*ACTIVITY*:
Which lines of the records below contain the word "River"? Copy each of them out.

EXERCISE MATERIAL: Begin

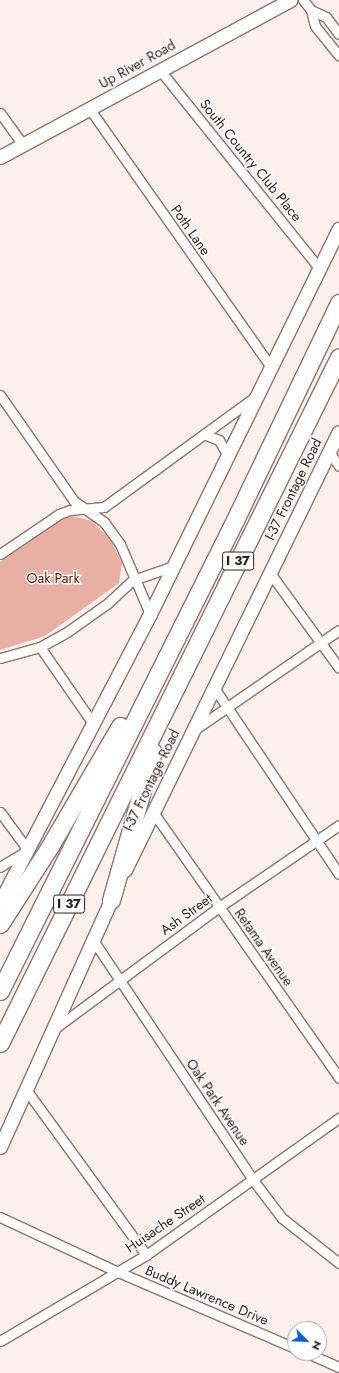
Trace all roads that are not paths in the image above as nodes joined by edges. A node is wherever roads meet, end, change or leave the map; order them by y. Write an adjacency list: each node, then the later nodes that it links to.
1 (290, 0): 6 (main road, Up River Road)
2 (302, 0): 3 (street)
3 (311, 10): 4 (street); 5 (street)
4 (339, 34)
5 (339, 56)
6 (159, 69): 7 (main road, Up River Road); 12 (street, South Country Club Place)
7 (88, 108): 9 (main road, Up River Road); 15 (street, Poth Lane)
8 (0, 113): 9 (street)
9 (23, 145): 10 (main road, Up River Road)
10 (0, 157)
11 (339, 229): 12 (main road)
12 (320, 269): 15 (main road)
13 (339, 303): 28 (highway, I 37)
14 (339, 357): 36 (highway, I 37)
15 (271, 367): 17 (main road)
16 (0, 394): 23 (street)
17 (256, 396): 19 (street); 21 (main road)
18 (339, 432): 20 (main road, I-37 Frontage Road)
19 (204, 434): 21 (street); 23 (street)
20 (329, 452): 22 (street); 26 (main road, I-37 Frontage Road)
21 (228, 456): 25 (main road)
22 (339, 466)
23 (86, 509): 24 (street); 27 (street)
24 (0, 554)
25 (174, 566): 27 (street); 29 (main road)
26 (270, 573): 31 (street); 35 (main road, I-37 Frontage Road)
27 (133, 580): 29 (street); 32 (street)
28 (196, 599): 52 (highway); 55 (highway, I 37)
29 (150, 614): 38 (main road)
30 (339, 630): 31 (street)
31 (321, 642): 34 (street); 37 (street)
32 (40, 647): 33 (street); 38 (street)
33 (0, 658)
34 (339, 668)
35 (213, 686): 37 (street); 39 (main road, I-37 Frontage Road)
36 (166, 705): 49 (highway); 57 (highway, I 37)
37 (226, 709): 39 (street); 43 (street)
38 (92, 722): 44 (main road)
39 (193, 730): 41 (main road, I-37 Frontage Road)
40 (0, 812): 44 (street)
41 (153, 812): 49 (main road, I-37 Frontage Road); 51 (street, Retama Avenue)
42 (339, 825): 43 (street, Ash Street)
43 (316, 840): 47 (street); 51 (street, Ash Street)
44 (28, 850): 45 (street); 48 (main road)
45 (0, 867)
46 (0, 871): 48 (street)
47 (339, 874)
48 (12, 881): 50 (main road)
49 (111, 900): 53 (main road, I-37 Frontage Road)
50 (0, 902)
51 (219, 907): 54 (street, Ash Street); 58 (street, Retama Avenue)
52 (0, 924)
53 (93, 940): 54 (street, Oak Park Avenue); 56 (main road, I-37 Frontage Road)
54 (120, 980): 56 (street, Ash Street); 62 (street, Oak Park Avenue)
55 (0, 991)
56 (53, 1030): 59 (main road, I-37 Frontage Road)
57 (0, 1043)
58 (339, 1078)
59 (27, 1091): 61 (main road, I-37 Frontage Road); 64 (street)
60 (339, 1118): 62 (street, Huisache Street)
61 (0, 1147)
62 (253, 1180): 64 (street, Huisache Street); 65 (street, Oak Park Avenue)
63 (0, 1217): 66 (street, Buddy Lawrence Drive)
64 (146, 1255): 66 (street, Huisache Street)
65 (339, 1263)
66 (116, 1271): 67 (street, Huisache Street); 68 (street, Buddy Lawrence Drive)
67 (0, 1341)
68 (287, 1345)
69 (325, 1361): 70 (street)
70 (339, 1367)

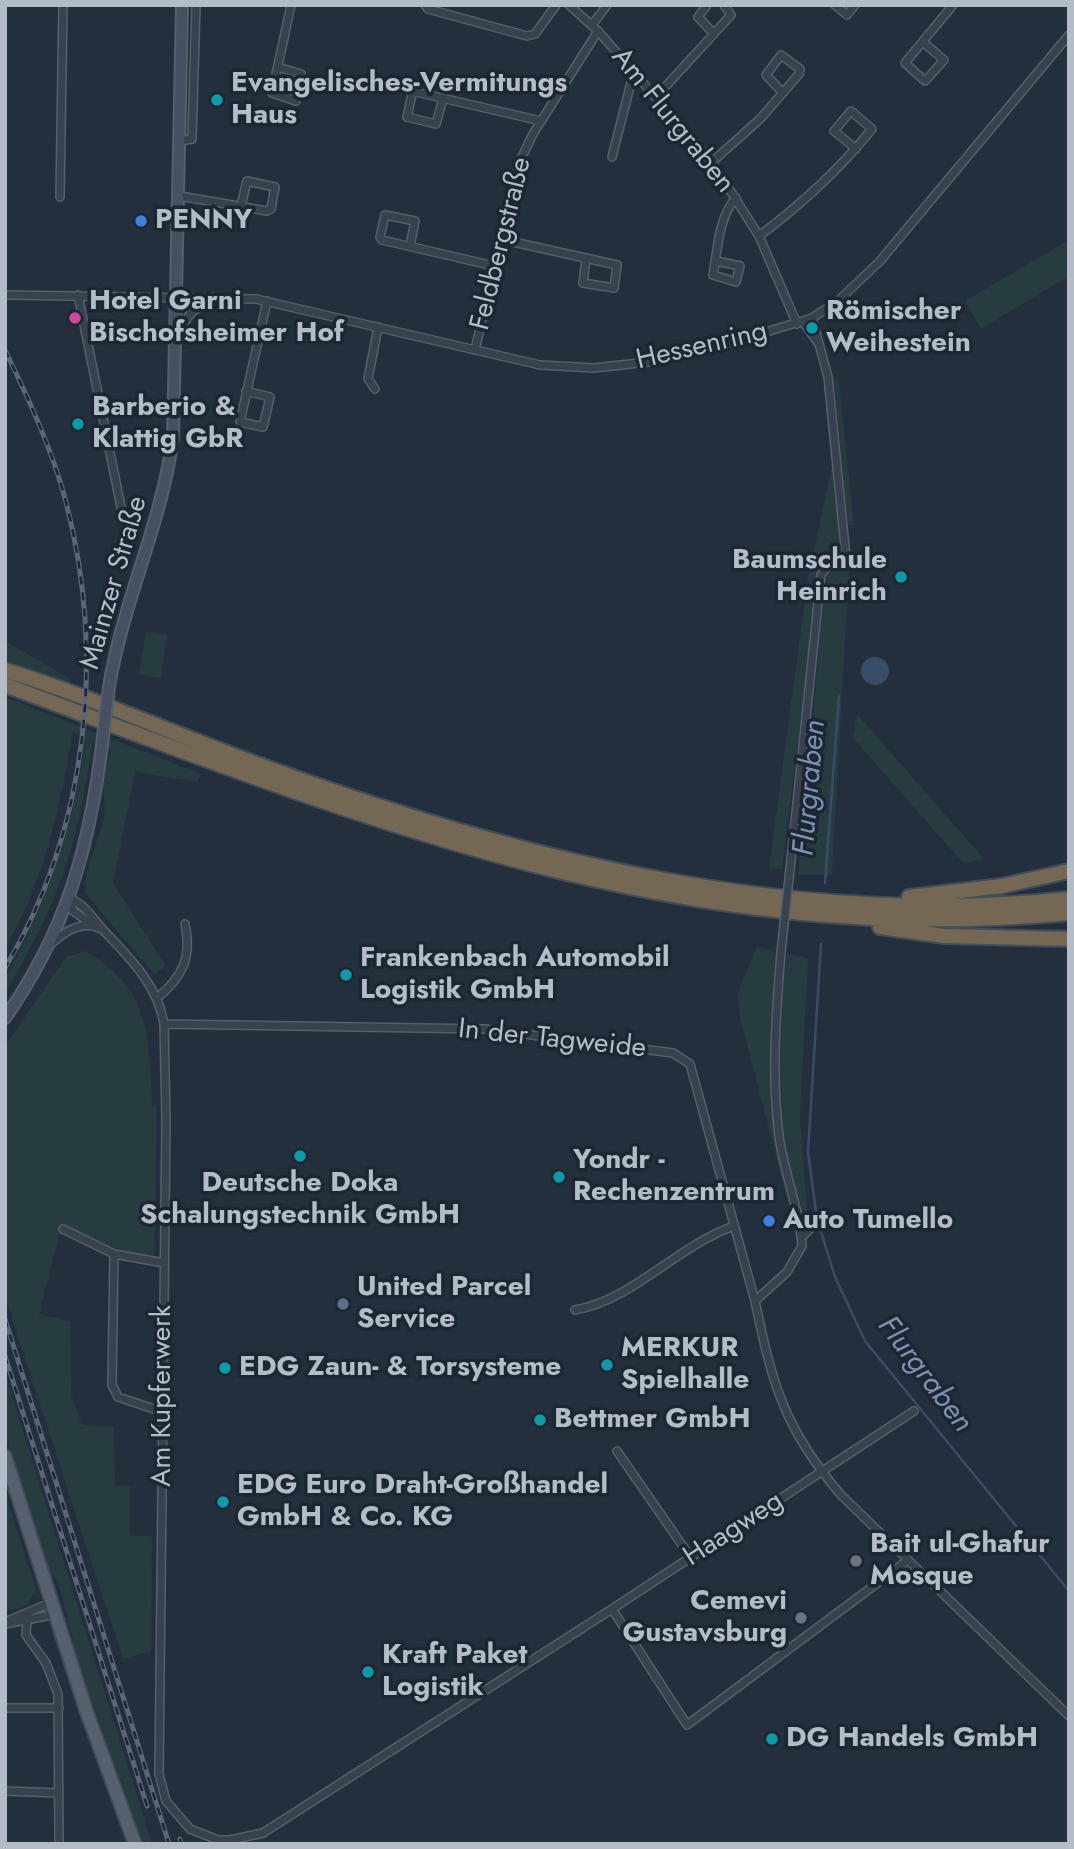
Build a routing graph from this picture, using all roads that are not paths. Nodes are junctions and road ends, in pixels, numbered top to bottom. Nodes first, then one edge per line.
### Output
1 (63, 5) edge
2 (182, 5) edge
3 (196, 5) edge
4 (291, 5) edge
5 (425, 5) edge
6 (448, 5) edge
7 (556, 5) edge
8 (569, 5) edge
9 (607, 5) edge
10 (707, 5) edge
11 (724, 5) edge
12 (835, 5) edge
13 (855, 5) edge
14 (953, 5) edge
15 (446, 14) junction
16 (595, 28) junction
17 (714, 34) junction
18 (1069, 35) edge
19 (923, 42) junction
20 (278, 67) junction
21 (634, 71) junction
22 (783, 93) junction
23 (656, 97) junction
24 (443, 98) junction
25 (541, 121) junction
26 (180, 141) junction
27 (856, 149) junction
28 (612, 157) dead end
29 (712, 162) junction
30 (180, 196) junction
31 (60, 197) dead end
32 (736, 198) junction
33 (240, 206) junction
34 (759, 236) junction
35 (500, 239) junction
36 (410, 246) junction
37 (586, 259) junction
38 (716, 261) dead end
39 (494, 266) junction
40 (9, 295) dead end
41 (78, 295) junction
42 (176, 296) junction
43 (214, 296) junction
44 (267, 301) junction
45 (812, 318) junction
46 (800, 323) junction
47 (378, 327) junction
48 (176, 334) junction
49 (822, 348) junction
50 (475, 350) junction
51 (375, 389) dead end
52 (246, 391) junction
53 (121, 507) dead end
54 (5, 670) edge
55 (5, 685) edge
56 (1069, 871) edge
57 (69, 898) junction
58 (810, 899) junction
59 (1069, 899) edge
60 (1069, 913) edge
61 (845, 918) junction
62 (185, 924) dead end
63 (94, 925) junction
64 (105, 931) junction
65 (1069, 939) edge
66 (45, 950) junction
67 (157, 998) junction
68 (5, 1018) edge
69 (164, 1024) junction
70 (734, 1226) junction
71 (63, 1229) dead end
72 (810, 1229) dead end
73 (802, 1237) junction
74 (114, 1254) junction
75 (164, 1263) junction
76 (755, 1301) junction
77 (575, 1310) dead end
78 (914, 1411) dead end
79 (163, 1412) junction
80 (617, 1451) dead end
81 (5, 1456) edge
82 (822, 1472) junction
83 (691, 1559) junction
84 (907, 1561) junction
85 (54, 1608) junction
86 (612, 1609) junction
87 (27, 1621) junction
88 (5, 1623) edge
89 (5, 1708) edge
90 (59, 1708) junction
91 (1069, 1716) edge
92 (5, 1791) edge
93 (59, 1793) junction
94 (230, 1840) joint
95 (59, 1844) edge
96 (135, 1844) edge

1 - 31 street
2 - 26 main road, Mainzer Straße
3 - 26 street, Mainzer Straße
4 - 20 street
5 - 15 street
6 - 15 street
7 - 15 street
8 - 16 street, Am Flurgraben
9 - 16 street, Feldbergstraße
10 - 17 street
11 - 17 street
12 - 13 street
14 - 19 street
16 - 21 street, Am Flurgraben
16 - 25 street, Feldbergstraße
17 - 23 street
18 - 45 street, Hessenring
19 - 19 street
20 - 20 street
21 - 23 street, Am Flurgraben
21 - 28 street
22 - 22 street
22 - 29 street
23 - 29 street, Am Flurgraben
24 - 24 street
24 - 25 street
25 - 35 street, Feldbergstraße
26 - 30 main road, Mainzer Straße
27 - 27 street
27 - 34 street
29 - 32 street, Am Flurgraben
30 - 33 street
30 - 42 main road, Mainzer Straße
32 - 34 street, Am Flurgraben
32 - 38 street
33 - 33 street
34 - 46 street, Am Flurgraben
35 - 37 street
35 - 39 street, Feldbergstraße
36 - 36 street
36 - 39 street
37 - 37 street
39 - 50 street, Feldbergstraße
40 - 41 street, Hessenring
41 - 42 street, Hessenring
41 - 53 street
42 - 43 street, Hessenring
42 - 48 main road, Mainzer Straße
43 - 44 street, Hessenring
43 - 48 street
44 - 47 street, Hessenring
44 - 52 street
45 - 46 street, Hessenring
45 - 49 street
46 - 49 street, Am Flurgraben
46 - 50 street, Hessenring
47 - 50 street, Hessenring
47 - 51 street
48 - 57 main road, Mainzer Straße, bridge
49 - 73 street, bridge
52 - 52 street
54 - 58 highway
55 - 61 highway
56 - 58 highway
57 - 63 street, Am Kupferwerk
57 - 64 street, Am Kupferwerk
57 - 66 main road, Mainzer Straße
58 - 59 highway
60 - 61 highway
61 - 65 highway
62 - 67 street
63 - 64 street, Am Kupferwerk
63 - 66 street
64 - 67 street, Am Kupferwerk
66 - 68 main road, Mainzer Straße
67 - 69 street, Am Kupferwerk
69 - 70 street, In der Tagweide
69 - 75 street, Am Kupferwerk
70 - 76 street, In der Tagweide
70 - 77 street
71 - 74 street
72 - 73 street
73 - 76 street
74 - 75 street
74 - 79 street
75 - 79 street, Am Kupferwerk
76 - 82 street
78 - 82 street, Haagweg
79 - 94 street, Am Kupferwerk
80 - 83 street
81 - 85 main road
82 - 83 street, Haagweg
82 - 84 street
83 - 86 street, Haagweg
84 - 86 street
84 - 91 street
85 - 87 street
85 - 88 street
85 - 96 main road
86 - 94 street, Haagweg
87 - 88 street
87 - 90 street
89 - 90 street
90 - 93 street
92 - 93 street
93 - 95 street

EXERCISE MATERIAL: End

*EXPECTED ANSWER*:
1 (290, 0): 6 (main road, Up River Road)
6 (159, 69): 7 (main road, Up River Road); 12 (street, South Country Club Place)
7 (88, 108): 9 (main road, Up River Road); 15 (street, Poth Lane)
9 (23, 145): 10 (main road, Up River Road)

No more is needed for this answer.